→ **EXERCISE DETAILS**: Tally up the lines in the following entries where the string "dead" appears, and answer with the number alone.

Content starts

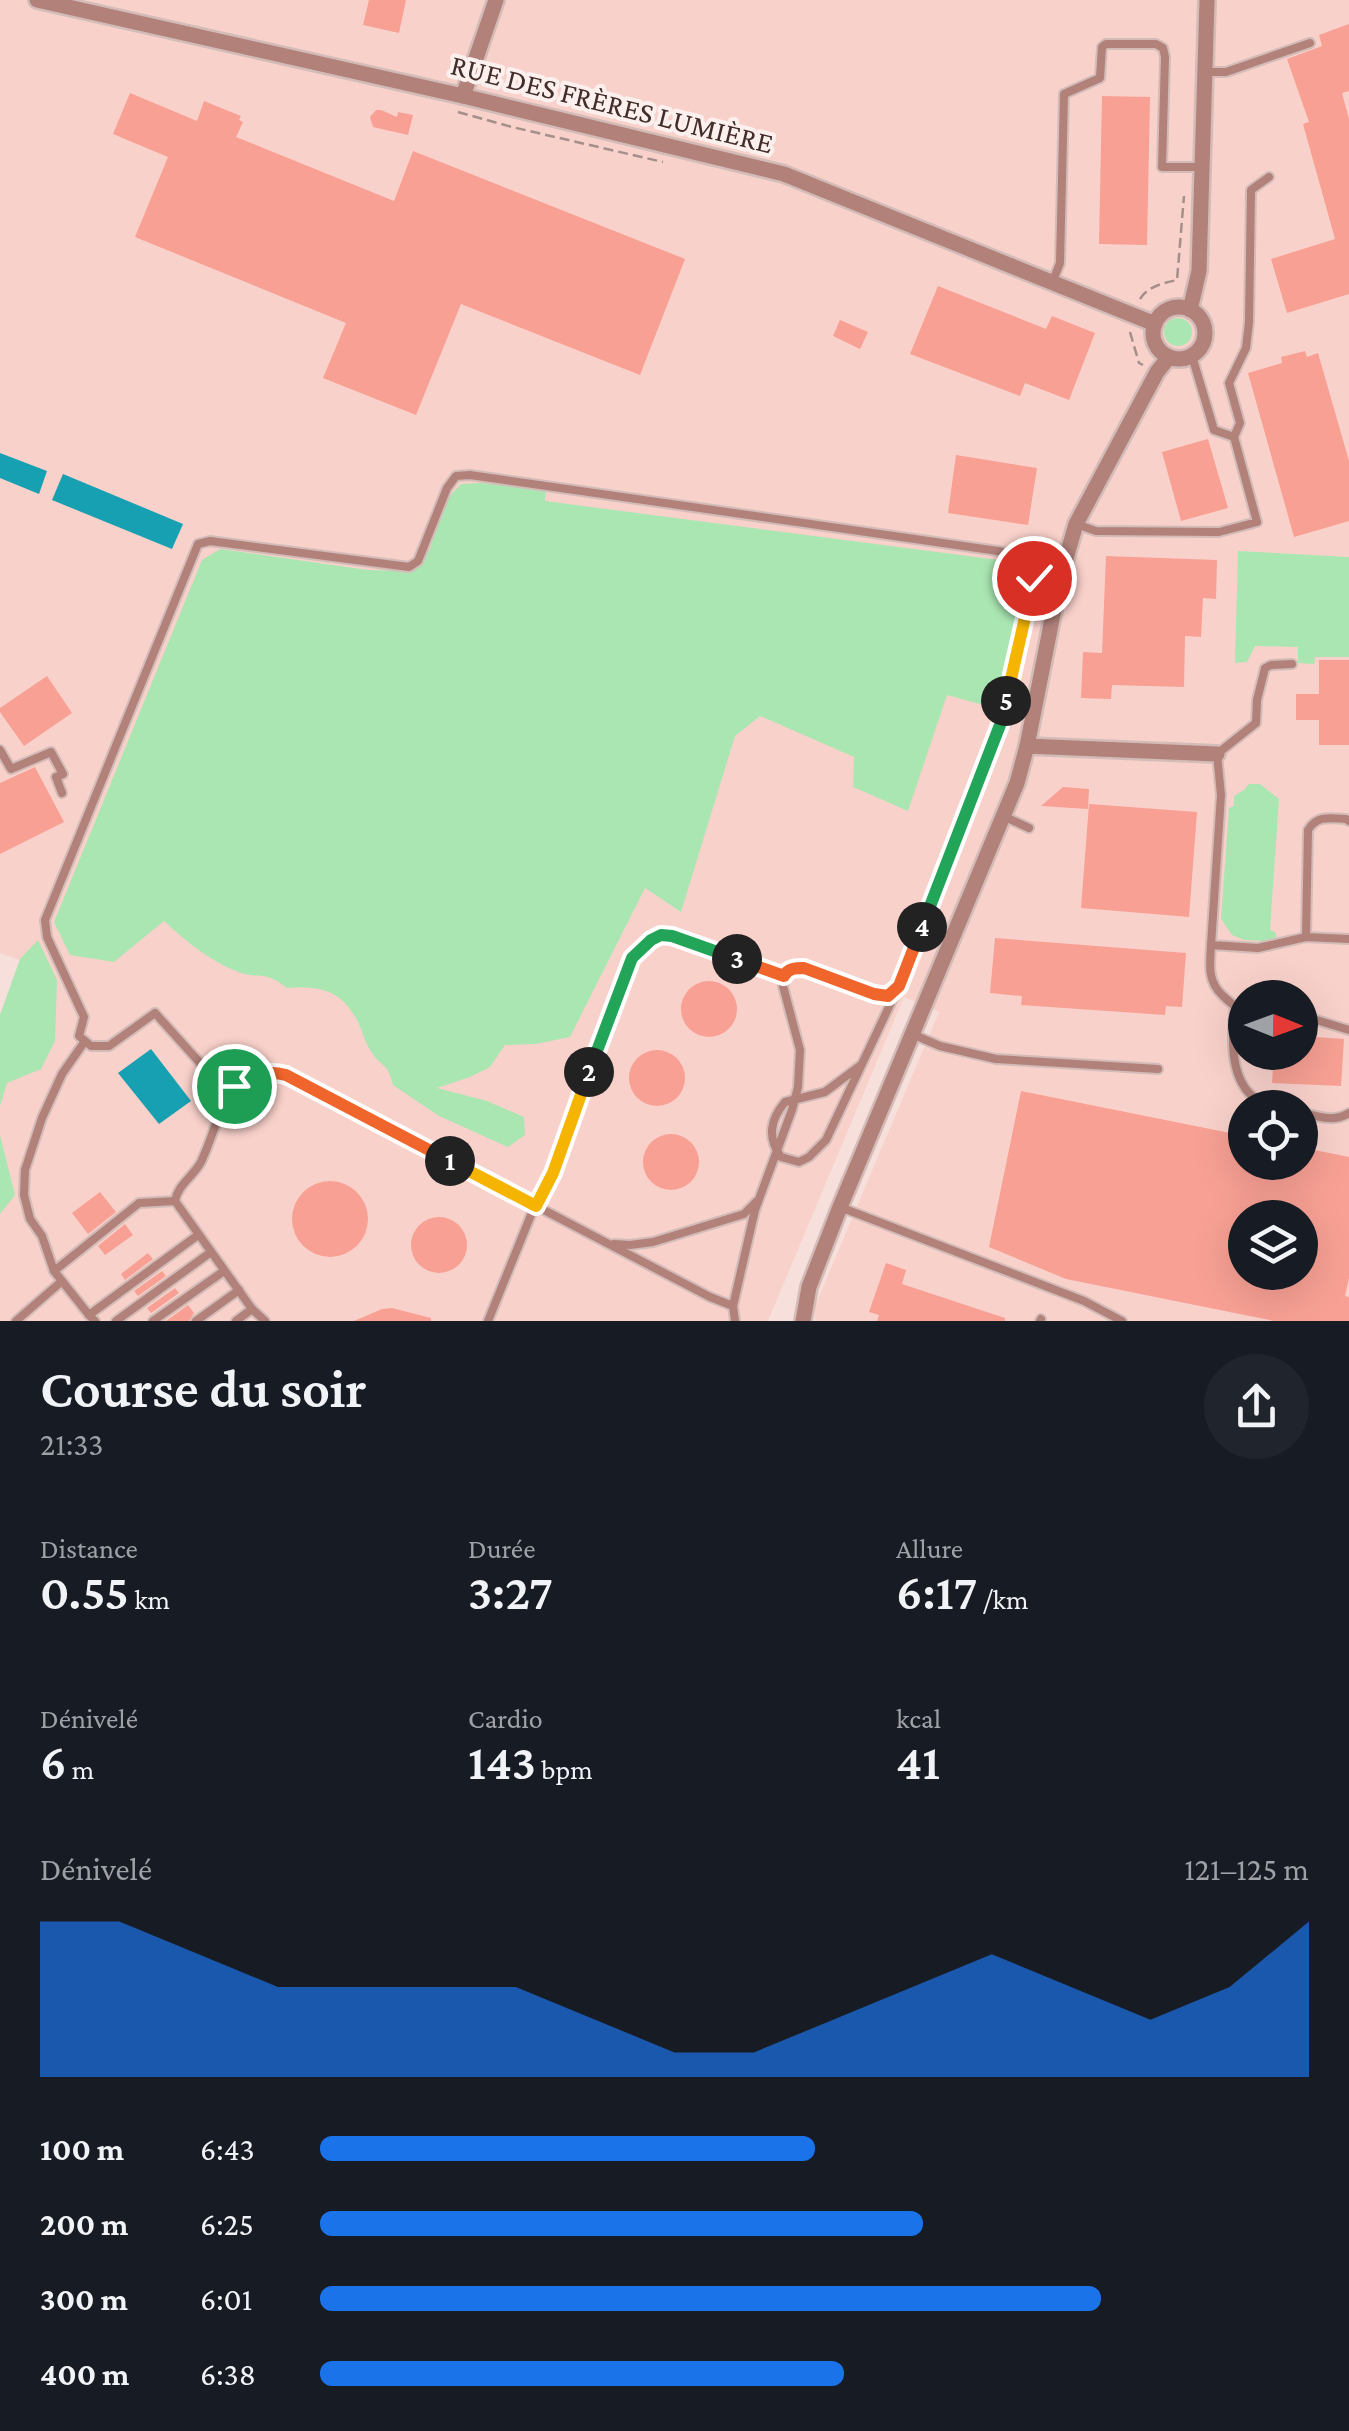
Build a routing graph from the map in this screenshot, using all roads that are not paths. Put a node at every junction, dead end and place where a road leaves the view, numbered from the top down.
1 (37, 0) edge
2 (496, 0) edge
3 (1208, 0) edge
4 (1310, 43) dead end
5 (1205, 72) junction
6 (460, 104) junction
7 (1202, 168) junction
8 (1269, 177) dead end
9 (1052, 282) junction
10 (1190, 310) junction
11 (1155, 324) junction
12 (1192, 356) junction
13 (1169, 357) junction
14 (1234, 437) junction
15 (1076, 524) junction
16 (1292, 664) dead end
17 (1026, 746) junction
18 (0, 750) edge
19 (1217, 754) junction
20 (62, 793) dead end
21 (1003, 816) junction
22 (1349, 821) edge
23 (1028, 828) dead end
24 (1306, 938) junction
25 (1349, 940) edge
26 (1211, 945) junction
27 (784, 976) junction
28 (899, 986) junction
29 (1228, 1001) edge
30 (1318, 1021) edge
31 (1349, 1030) edge
32 (912, 1034) junction
33 (86, 1042) junction
34 (861, 1065) junction
35 (1158, 1070) dead end
36 (229, 1094) junction
37 (795, 1100) junction
38 (1349, 1113) edge
39 (1318, 1117) edge
40 (777, 1152) junction
41 (759, 1198) junction
42 (175, 1202) junction
43 (536, 1206) junction
44 (840, 1207) junction
45 (198, 1234) junction
46 (610, 1243) junction
47 (210, 1252) junction
48 (54, 1271) junction
49 (224, 1271) junction
50 (62, 1280) junction
51 (238, 1290) junction
52 (733, 1306) junction
53 (252, 1309) junction
54 (92, 1318) edge
55 (16, 1321) edge
56 (116, 1321) edge
57 (154, 1321) edge
58 (196, 1321) edge
59 (236, 1321) edge
60 (265, 1321) edge
61 (488, 1321) edge
62 (735, 1321) edge
63 (803, 1321) edge
64 (1122, 1321) edge

1 - 6 street, RUE DES FRÈRES LUMIÈRE
2 - 6 street
3 - 5 street
4 - 5 lane
5 - 7 street
6 - 9 street, RUE DES FRÈRES LUMIÈRE
7 - 9 lane
7 - 10 street
8 - 14 lane
9 - 11 street, RUE DES FRÈRES LUMIÈRE
10 - 11 street
10 - 12 street
11 - 13 street
12 - 13 street
12 - 14 lane
13 - 15 street
14 - 15 lane
15 - 17 street
16 - 19 lane
17 - 19 street
17 - 21 street
18 - 20 lane
19 - 26 lane
21 - 23 lane
21 - 32 street
22 - 24 lane
24 - 25 lane
24 - 26 lane
26 - 29 lane
27 - 28 lane
27 - 37 lane
27 - 43 lane
28 - 33 lane
28 - 34 lane
30 - 31 lane
32 - 35 lane
32 - 44 street
33 - 36 lane
33 - 48 lane
34 - 37 lane
34 - 40 lane
36 - 42 lane
36 - 43 lane
37 - 40 lane
37 - 40 lane
38 - 39 lane
40 - 41 lane
41 - 46 lane
41 - 52 lane
42 - 45 lane
42 - 48 lane
43 - 46 lane
43 - 61 lane
44 - 63 street
44 - 64 lane
45 - 47 lane
45 - 54 lane
46 - 52 lane
47 - 49 lane
47 - 56 lane
48 - 50 lane
49 - 51 lane
49 - 57 lane
50 - 54 lane
50 - 55 lane
51 - 53 lane
51 - 58 lane
52 - 62 lane
53 - 59 lane
53 - 60 lane

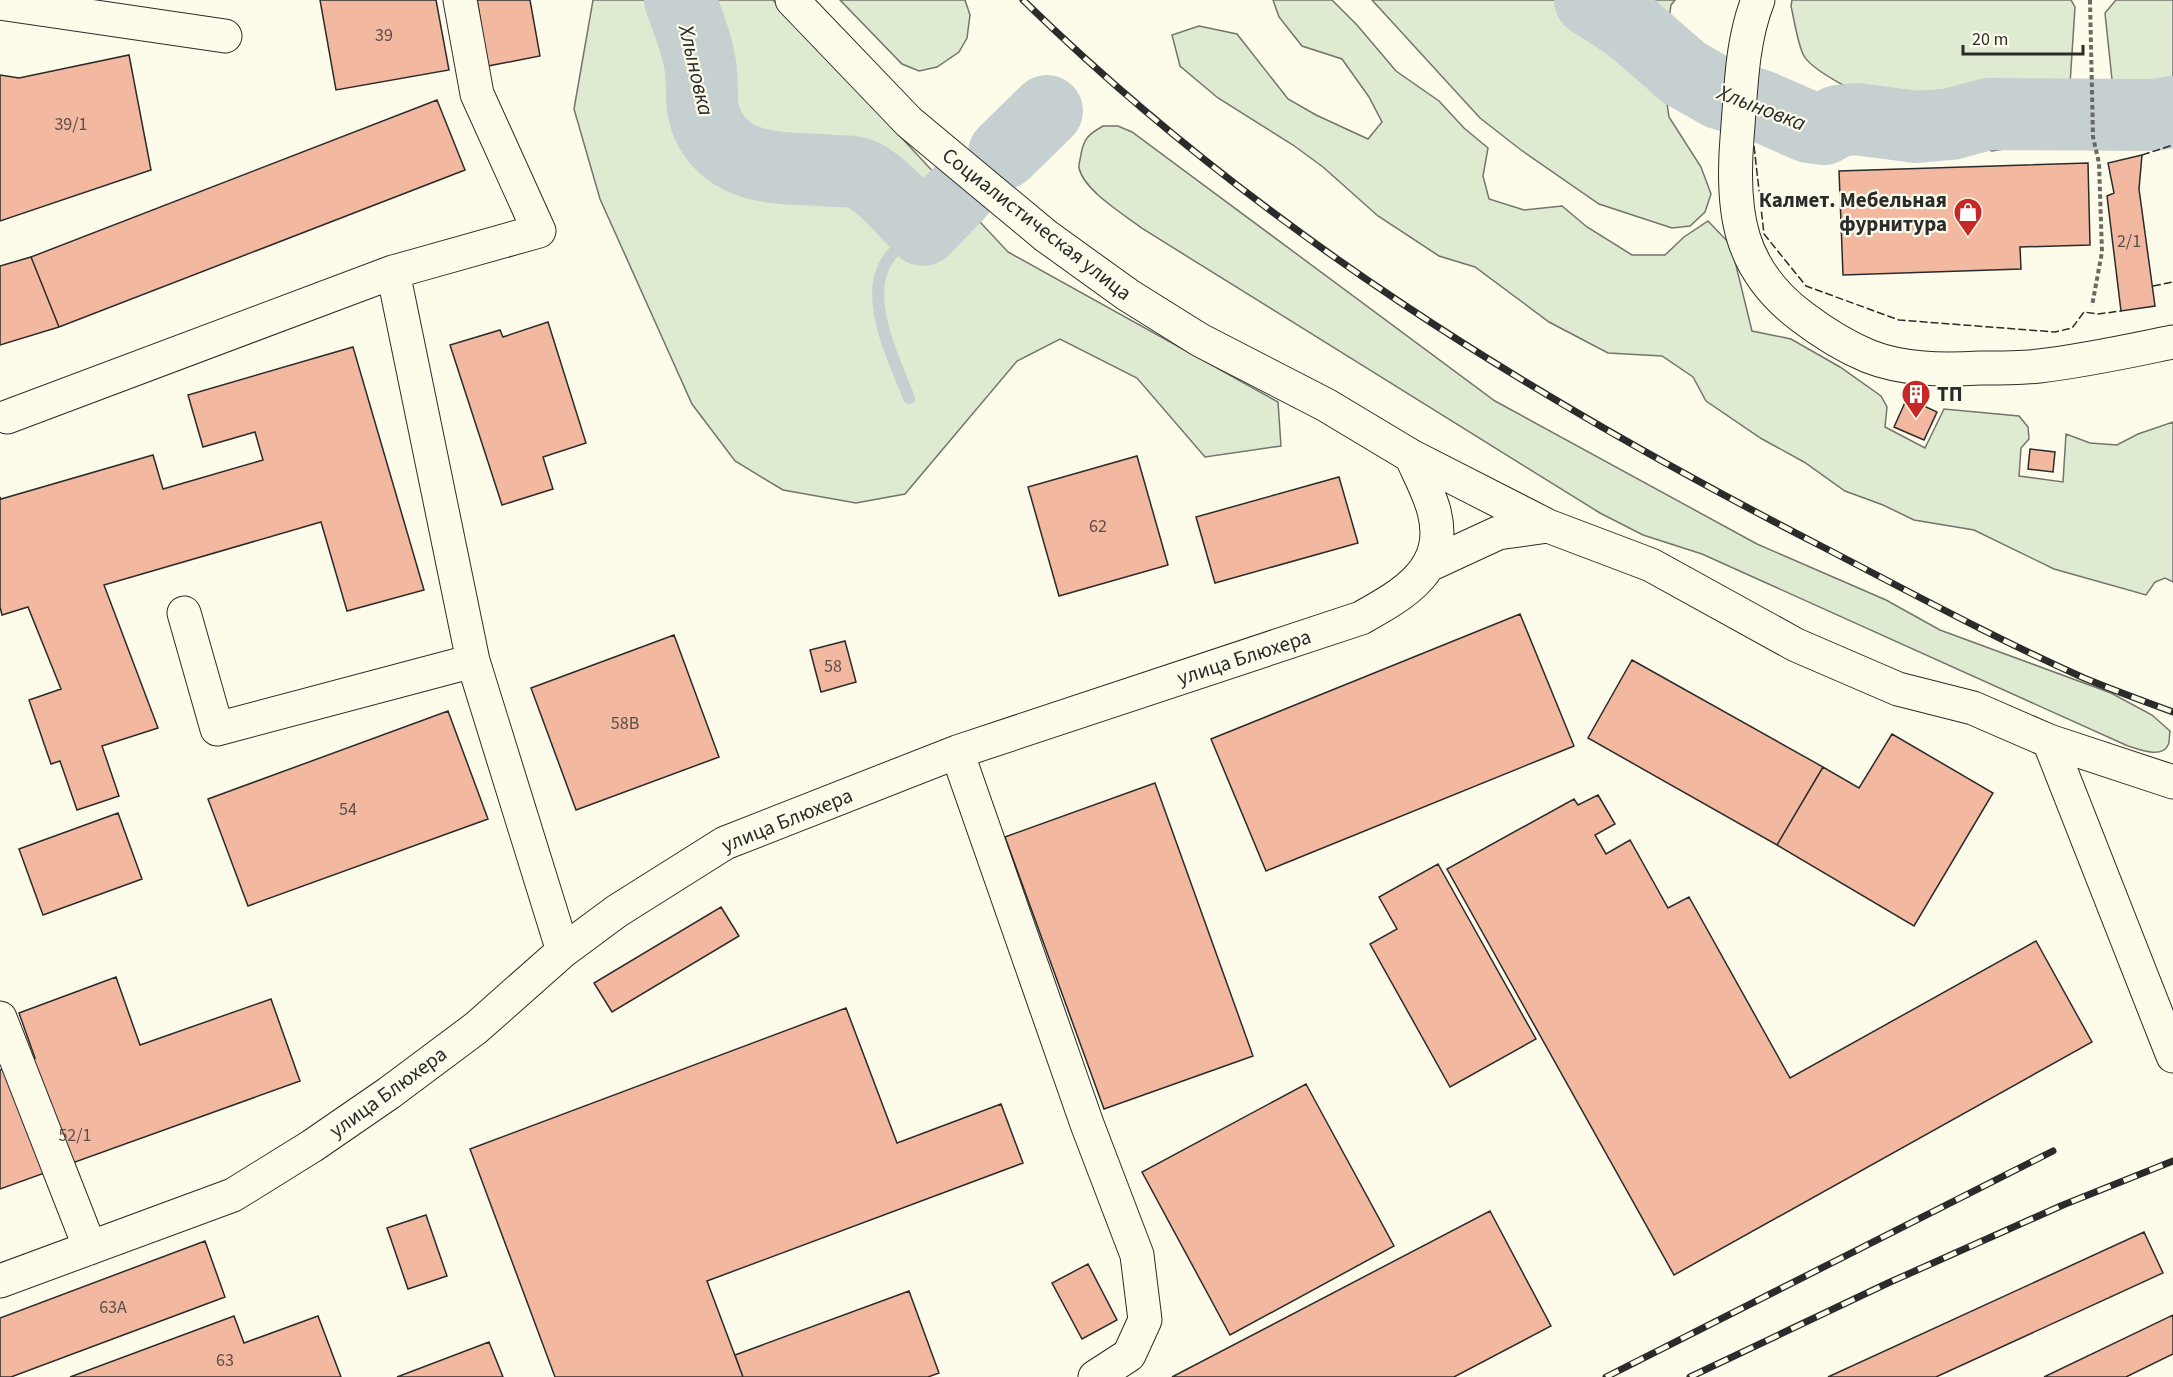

Content ends

→ **RESPONSE BOX**: 7